YOU SAID..."They have a hard time getting the young guys to put in an honest 40 hours per week, even at $100,000+."
We are switching horses in mid topic here..he was talking about qualified candidates...you are talking work ethic.
I have an associate who is a software genius...he can create in 40 hours what most would take 80 to do....he doesnt need to put in long hours..although he does when required.
What I cant understand is why people such as your friend dont contract with the best people they can find as consultants...who not only are efficient...but routinely work over 40 hours per week.
The fact remains that many business types dont want to pay per hour for good engineers what they pay for a good mechanic to do their BMW tuneup.
No nation ever was made from "the best and brightest". And no nation can survive for long if only "the best and brightest" are making the ends meet.
Quote: This isn't 1941. We don't need fleets of thousands of aircraft, ships and tanks. We don't need a giant draftee army. Should we be spending more on defense? Absolutely. But saying we should put the nation on a war basis is a meaningless term, in this day and age.
You make the same argument(wrong as it maybe) that was made right after WWI. That "WWI was the war to end all wars"
Quote: It floors me that people are willing to place all blame college graduates and culture, but if anyone places even a minimum of blame on corporate greed, it automatically makes that person a socialist.
Bingo!! Best FR quote of the day.
Here's another brand. Also excellent and made in the USA...
http://www.redwingshoes.com/motorcycle/
"...he was talking about qualified candidates ... you are talking about work ethic."
Don't you think "work ethic" is a qualification for a job? In my field it certainly is.
As I said in the earlier post, I don't know with certainty the stated qualifications for their openings, but from many conversations with my father-in-law (a senior partner in a relatively small architectural firm, for those late-comers to the thread) I infer that they want to hire recent graduates from programs with good reputations who finished in the top 10-20% of their class and show promise of excellent skills, creativity, and a willingness to work hard. In other words, they want to hire the same kind of people most of us would want to hire for our organization. And to attract (what they hope is) this kind of person to their firm, they have to pay $100,000+. And, having done so, they have been unpleasantly surprised on more than one occasion.
Ronald Reagan.
Somewhere, back when, we shifted our immigration policy heavily in favor of third world, but instead of seeking the best and the brightest we brought in the 'busboys' and the janitors. We can only absorb so many. Add to this the rise of the hippy left and it's resultant permisiveness, lack of personal responsibility, lack of discipline, crappy public schools, crappy teachers, drugs..........you get the picture. BUT, there is a ray of sunshine, the electorate is waking up, looking at their incompetent, bumbling elected Reps and moving for change. You saw the beginings in the last two elections, the 'talking' heads are becoming more vocal. The people are fed up with the frigging libo/lefty/dems and their frigging socialist, hippy, anti American agender. I believe we may just see a huge move to the right in 2006 and 2008.

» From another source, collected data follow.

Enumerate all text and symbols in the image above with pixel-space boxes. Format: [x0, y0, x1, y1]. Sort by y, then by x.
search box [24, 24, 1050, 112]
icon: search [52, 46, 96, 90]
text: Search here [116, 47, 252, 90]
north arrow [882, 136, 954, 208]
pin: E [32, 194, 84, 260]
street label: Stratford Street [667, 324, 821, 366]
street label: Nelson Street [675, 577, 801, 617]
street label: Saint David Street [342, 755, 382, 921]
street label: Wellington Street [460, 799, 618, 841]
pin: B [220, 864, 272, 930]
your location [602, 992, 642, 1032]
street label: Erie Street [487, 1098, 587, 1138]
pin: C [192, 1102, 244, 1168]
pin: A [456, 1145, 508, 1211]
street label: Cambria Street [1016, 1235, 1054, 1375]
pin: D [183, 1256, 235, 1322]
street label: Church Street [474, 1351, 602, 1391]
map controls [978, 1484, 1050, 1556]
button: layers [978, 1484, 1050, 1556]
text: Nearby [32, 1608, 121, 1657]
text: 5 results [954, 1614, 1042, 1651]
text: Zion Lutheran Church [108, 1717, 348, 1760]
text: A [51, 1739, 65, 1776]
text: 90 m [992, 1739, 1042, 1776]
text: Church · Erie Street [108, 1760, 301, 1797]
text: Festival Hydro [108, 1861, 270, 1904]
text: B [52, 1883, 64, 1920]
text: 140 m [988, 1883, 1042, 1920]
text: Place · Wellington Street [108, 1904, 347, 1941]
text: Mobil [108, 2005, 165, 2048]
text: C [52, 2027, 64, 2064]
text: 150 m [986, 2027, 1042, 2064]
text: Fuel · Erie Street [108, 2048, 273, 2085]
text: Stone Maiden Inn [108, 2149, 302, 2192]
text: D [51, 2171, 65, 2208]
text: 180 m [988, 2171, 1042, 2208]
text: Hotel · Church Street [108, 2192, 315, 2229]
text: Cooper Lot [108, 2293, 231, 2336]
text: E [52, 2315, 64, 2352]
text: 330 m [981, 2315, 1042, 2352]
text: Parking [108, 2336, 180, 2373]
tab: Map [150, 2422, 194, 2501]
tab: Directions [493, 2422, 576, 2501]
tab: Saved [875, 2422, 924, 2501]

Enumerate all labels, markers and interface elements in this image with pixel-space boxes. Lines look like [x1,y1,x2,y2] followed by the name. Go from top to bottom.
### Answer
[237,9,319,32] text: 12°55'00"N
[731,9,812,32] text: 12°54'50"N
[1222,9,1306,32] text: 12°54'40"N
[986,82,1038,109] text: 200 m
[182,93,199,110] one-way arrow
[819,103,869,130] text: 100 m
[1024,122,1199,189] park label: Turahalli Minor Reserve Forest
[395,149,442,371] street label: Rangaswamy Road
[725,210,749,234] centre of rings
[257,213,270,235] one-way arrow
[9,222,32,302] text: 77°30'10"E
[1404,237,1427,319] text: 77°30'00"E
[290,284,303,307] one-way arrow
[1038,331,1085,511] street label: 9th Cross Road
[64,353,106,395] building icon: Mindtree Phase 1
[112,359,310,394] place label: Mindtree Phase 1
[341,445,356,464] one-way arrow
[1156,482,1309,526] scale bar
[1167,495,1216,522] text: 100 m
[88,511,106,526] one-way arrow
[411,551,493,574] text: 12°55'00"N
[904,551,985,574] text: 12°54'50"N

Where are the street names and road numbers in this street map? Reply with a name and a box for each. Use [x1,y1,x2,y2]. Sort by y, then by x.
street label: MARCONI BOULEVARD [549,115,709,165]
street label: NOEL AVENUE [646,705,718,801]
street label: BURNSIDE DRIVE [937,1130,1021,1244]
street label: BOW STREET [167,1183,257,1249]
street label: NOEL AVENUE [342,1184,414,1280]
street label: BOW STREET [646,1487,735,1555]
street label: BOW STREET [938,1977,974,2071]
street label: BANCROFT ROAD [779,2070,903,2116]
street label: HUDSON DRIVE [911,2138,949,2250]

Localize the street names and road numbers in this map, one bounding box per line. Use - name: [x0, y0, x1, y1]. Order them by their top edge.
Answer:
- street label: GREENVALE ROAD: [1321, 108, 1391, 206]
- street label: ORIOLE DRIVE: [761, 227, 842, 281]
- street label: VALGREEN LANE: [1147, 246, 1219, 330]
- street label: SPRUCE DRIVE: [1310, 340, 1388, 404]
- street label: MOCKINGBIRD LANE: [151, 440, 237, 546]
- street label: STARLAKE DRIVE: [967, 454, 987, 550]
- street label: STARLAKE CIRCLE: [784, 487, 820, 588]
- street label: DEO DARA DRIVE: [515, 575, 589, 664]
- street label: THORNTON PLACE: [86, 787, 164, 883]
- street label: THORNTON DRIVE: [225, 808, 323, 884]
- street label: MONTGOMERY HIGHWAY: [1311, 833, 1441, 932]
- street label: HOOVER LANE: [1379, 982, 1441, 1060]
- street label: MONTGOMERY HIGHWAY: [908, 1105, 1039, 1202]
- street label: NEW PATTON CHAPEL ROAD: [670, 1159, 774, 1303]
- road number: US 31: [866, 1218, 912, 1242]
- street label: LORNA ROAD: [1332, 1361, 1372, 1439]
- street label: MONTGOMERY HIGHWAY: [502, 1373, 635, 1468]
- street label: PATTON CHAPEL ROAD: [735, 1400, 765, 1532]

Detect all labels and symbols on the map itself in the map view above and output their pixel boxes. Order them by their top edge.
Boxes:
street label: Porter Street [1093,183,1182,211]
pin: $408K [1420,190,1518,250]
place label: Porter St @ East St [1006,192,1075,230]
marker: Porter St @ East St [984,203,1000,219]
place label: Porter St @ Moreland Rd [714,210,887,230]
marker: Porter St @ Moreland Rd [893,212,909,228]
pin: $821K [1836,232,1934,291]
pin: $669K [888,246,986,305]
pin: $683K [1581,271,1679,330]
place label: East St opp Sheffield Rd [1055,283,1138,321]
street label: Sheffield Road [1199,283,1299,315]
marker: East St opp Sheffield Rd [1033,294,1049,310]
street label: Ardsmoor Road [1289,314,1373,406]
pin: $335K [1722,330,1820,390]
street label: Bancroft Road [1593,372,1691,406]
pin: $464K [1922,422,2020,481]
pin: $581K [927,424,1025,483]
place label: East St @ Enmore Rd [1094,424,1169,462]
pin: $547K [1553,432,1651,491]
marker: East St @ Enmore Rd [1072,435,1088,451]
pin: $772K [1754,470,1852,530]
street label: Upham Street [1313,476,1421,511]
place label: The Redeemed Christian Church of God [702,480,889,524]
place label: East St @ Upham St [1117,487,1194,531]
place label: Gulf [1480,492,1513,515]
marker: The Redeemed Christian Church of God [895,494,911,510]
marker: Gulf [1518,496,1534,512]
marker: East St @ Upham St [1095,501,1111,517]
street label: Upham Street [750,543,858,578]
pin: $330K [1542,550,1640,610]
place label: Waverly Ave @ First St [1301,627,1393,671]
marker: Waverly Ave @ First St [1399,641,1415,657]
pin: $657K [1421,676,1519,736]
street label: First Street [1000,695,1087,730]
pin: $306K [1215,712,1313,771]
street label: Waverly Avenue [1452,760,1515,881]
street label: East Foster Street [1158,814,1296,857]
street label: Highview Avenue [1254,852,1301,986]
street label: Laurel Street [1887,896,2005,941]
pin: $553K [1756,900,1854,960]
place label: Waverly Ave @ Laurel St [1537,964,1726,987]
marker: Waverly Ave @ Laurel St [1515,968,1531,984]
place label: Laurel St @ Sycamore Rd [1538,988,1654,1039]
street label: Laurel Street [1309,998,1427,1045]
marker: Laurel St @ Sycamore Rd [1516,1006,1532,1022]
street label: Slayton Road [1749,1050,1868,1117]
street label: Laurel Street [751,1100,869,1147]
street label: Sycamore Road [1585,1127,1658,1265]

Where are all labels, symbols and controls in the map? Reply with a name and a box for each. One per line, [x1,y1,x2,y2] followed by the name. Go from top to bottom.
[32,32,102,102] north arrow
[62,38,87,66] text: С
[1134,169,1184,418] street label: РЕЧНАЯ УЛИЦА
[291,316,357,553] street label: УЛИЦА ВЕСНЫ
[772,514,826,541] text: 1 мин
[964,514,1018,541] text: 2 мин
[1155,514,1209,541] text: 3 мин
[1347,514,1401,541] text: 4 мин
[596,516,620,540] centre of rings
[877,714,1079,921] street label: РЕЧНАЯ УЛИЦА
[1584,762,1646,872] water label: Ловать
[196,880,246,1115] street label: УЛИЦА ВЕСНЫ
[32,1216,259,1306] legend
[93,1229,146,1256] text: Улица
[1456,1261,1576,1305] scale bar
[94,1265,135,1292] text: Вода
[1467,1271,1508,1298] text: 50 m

I worked some brutal hours as a lawyer in NYC. But, the car service guys who drove me home at the end of the day worked brutal hours, too, for maybe a quarter of the money. Kinds of puts things in perspective.
Sigh. This old canard. We do not manufacture more than we ever have. Besides snowislander's point about inflation, we also are witnessing numerical misrepresentations. E.g., we are importing substitutes for subcomponentry of our own manufactures, then U.S. labels are slapped on...but the final shipped price is counted as the U.S. manufactures.
Did you know that the National Association of Manufactures tried to limit the membership in its organization that did this, so that they would be a more purely AMERICAN manufacturing association...but the motion just barely failed. Too many of the "BIGS" are doing it now, ...we have been sold out from the top.
Anyways, the substituted outsourced componentry helps explain, THIS:
You can argue all you want about productivity, but then we should not be losing manufacturing as a share of GDP. The facts say we are:
On a GDP basis the trend is starkly in the negative -- the U.S. manufacturing base declined from 30.4% of GDP in 1953 (when we had a trade surplus) to 12.7% in 2003 - a 58% drop in the manufacturing share of GDP - and more of the remaining manufacturing base is foreign-owned than before. (Bureau Economic Analysis table b-12, Economic Report of President, appendix table)
That's unemployed and in debt for those not smart enough to realize that the younger U.S. generations are getting the shaft...
Senior partners in law firms say the same thing. To be honest, they're right. Most of the lawyers around my age aren't interested in working the hours that the older guys did. We'll settle for less money if it means having a life.
Quote: An initial study by Alliance found a decline of 16 million manufacturing jobs in China from 1995 through 2002
What else is NOT mentioned in this study is that company A in China may have gone from 100 employees down to 75 employees due to productivity gains but does NOT mention that another factory was shut down in the US and moved to china to hire the 25 displaced workers and also an additional 100 chinese.
China is bringing people in from the countrside to fill new positions because thy have a shortage of workers.
LOL
Quote: Fine by me, but it does not say someone has to have a good paying job..
This is codespeak by corporate ceo's who take their 25 million dollar annual salary and expect all their workers to live on subsistence wages.
I bet if you have just about any sort of degree AND you speak and write fluent Mandarin Chinese you can pick and choose your job at big money rates.
You should see the influx of Brazilians here in Eastern MA. A good many on phony papers, of course. They pull up in shiny new cars and ask where Burlington is or whatever. You have to walk over to their car, mind you. They can't get out and ask you directions! Many are roofers, landscapers, house cleaners, and God knows what else. It's true that local employers discriminate now against Americans. They prefer to hire foreigners, whether legal or not, and pay cheaper wages. It's bad. They say the influx of immigrants, legal or otherwise is up by two thirds here in Eastern Ma.